» **INPUT**
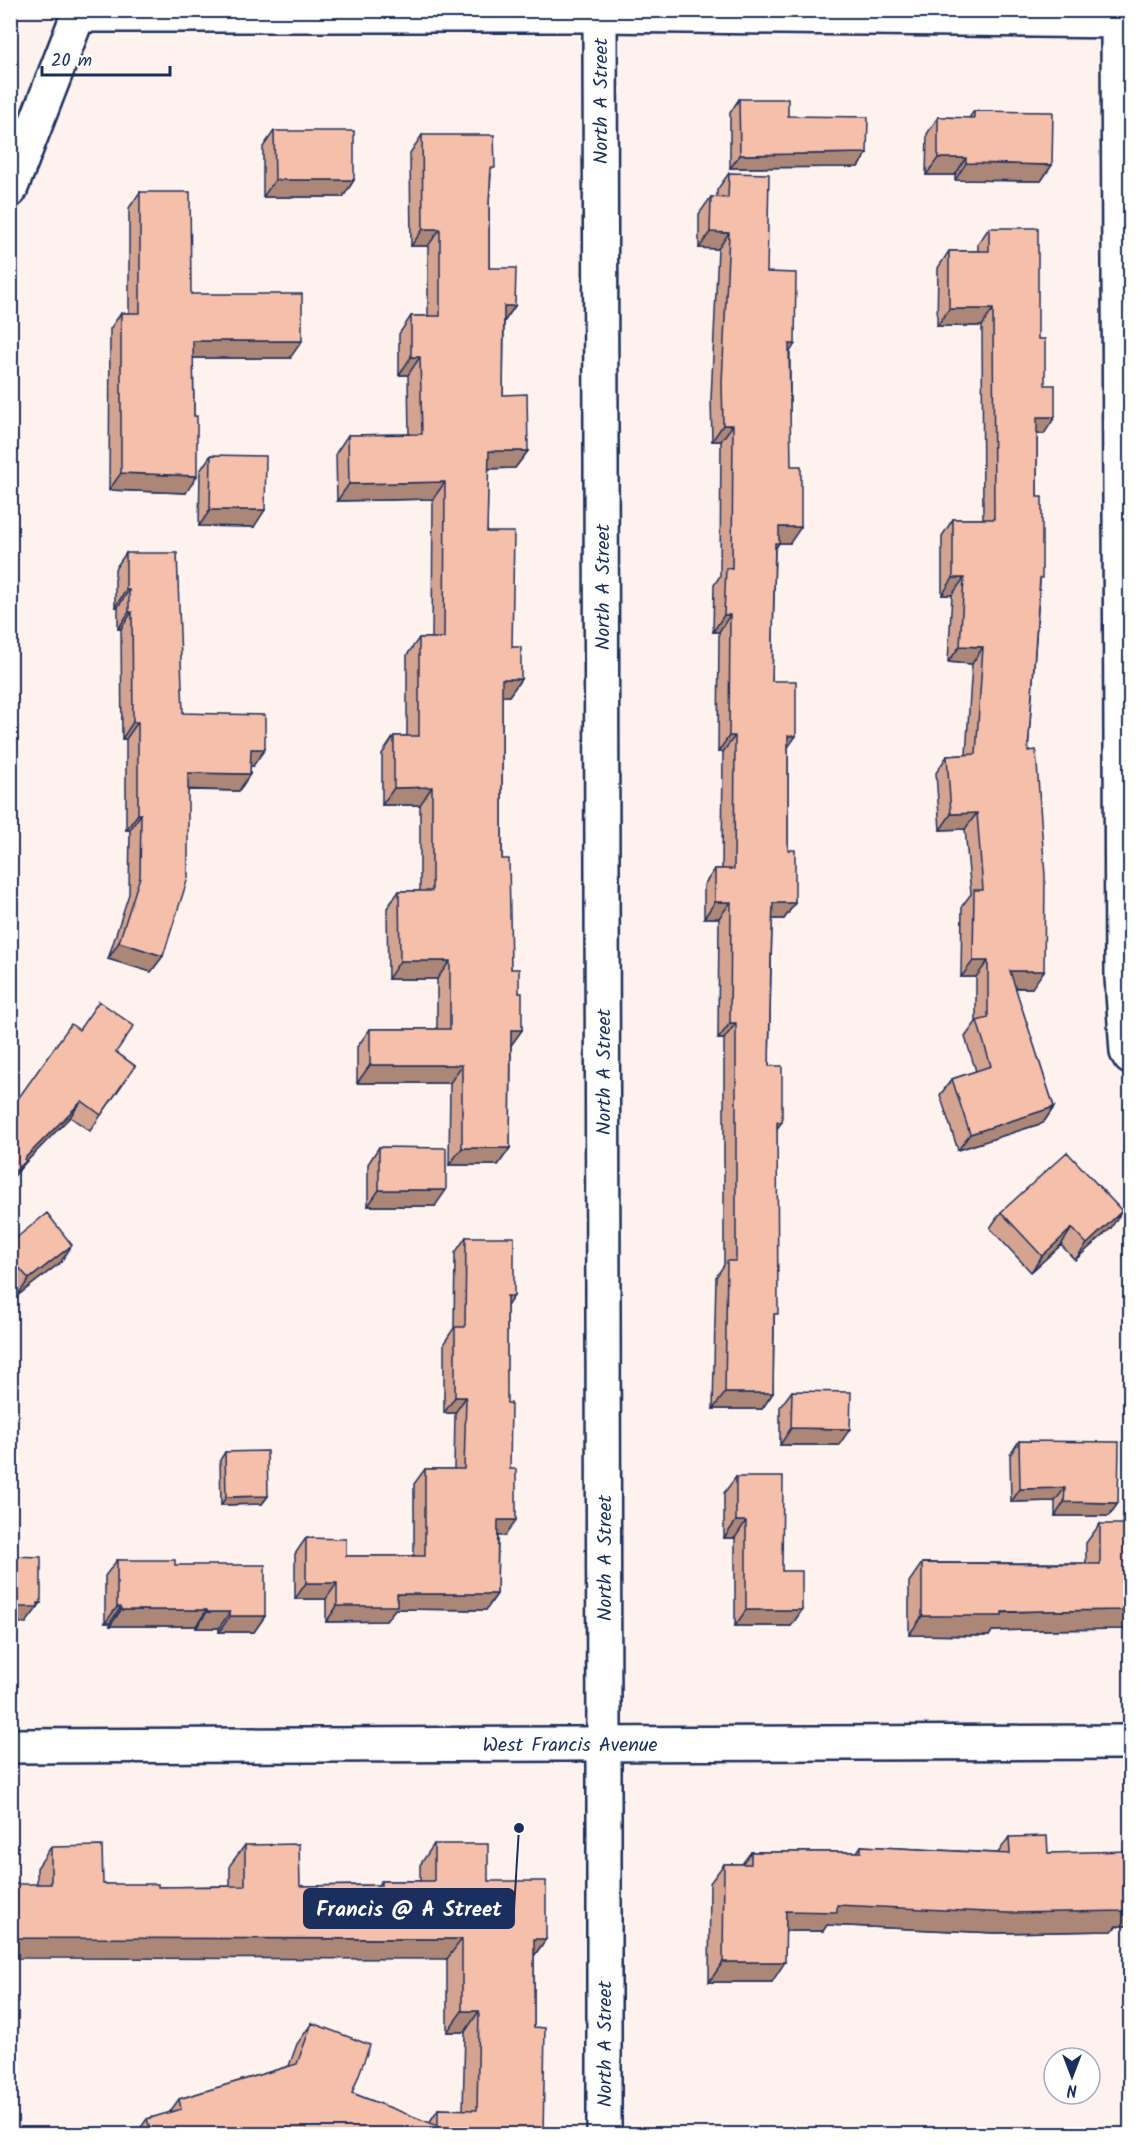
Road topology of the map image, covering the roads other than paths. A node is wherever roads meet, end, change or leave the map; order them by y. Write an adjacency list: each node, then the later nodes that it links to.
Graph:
1 (78, 13): 2 (street); 4 (street)
2 (600, 13): 3 (street); 8 (street, North A Street)
3 (1124, 21): 5 (street)
4 (10, 190)
5 (1126, 586): 6 (street)
6 (1131, 1057)
7 (1131, 1742): 8 (street, West Francis Avenue)
8 (604, 1743): 9 (street, West Francis Avenue); 10 (street, North A Street)
9 (10, 1746)
10 (604, 2134)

» **HOW TO COMPLETE THIS TASK**
Write out everything in the data word for word. Omit each picture.

» **OUTPUT**
Road topology of the map image, covering the roads other than paths. A node is wherever roads meet, end, change or leave the map; order them by y. Write an adjacency list: each node, then the later nodes that it links to.
Graph:
1 (78, 13): 2 (street); 4 (street)
2 (600, 13): 3 (street); 8 (street, North A Street)
3 (1124, 21): 5 (street)
4 (10, 190)
5 (1126, 586): 6 (street)
6 (1131, 1057)
7 (1131, 1742): 8 (street, West Francis Avenue)
8 (604, 1743): 9 (street, West Francis Avenue); 10 (street, North A Street)
9 (10, 1746)
10 (604, 2134)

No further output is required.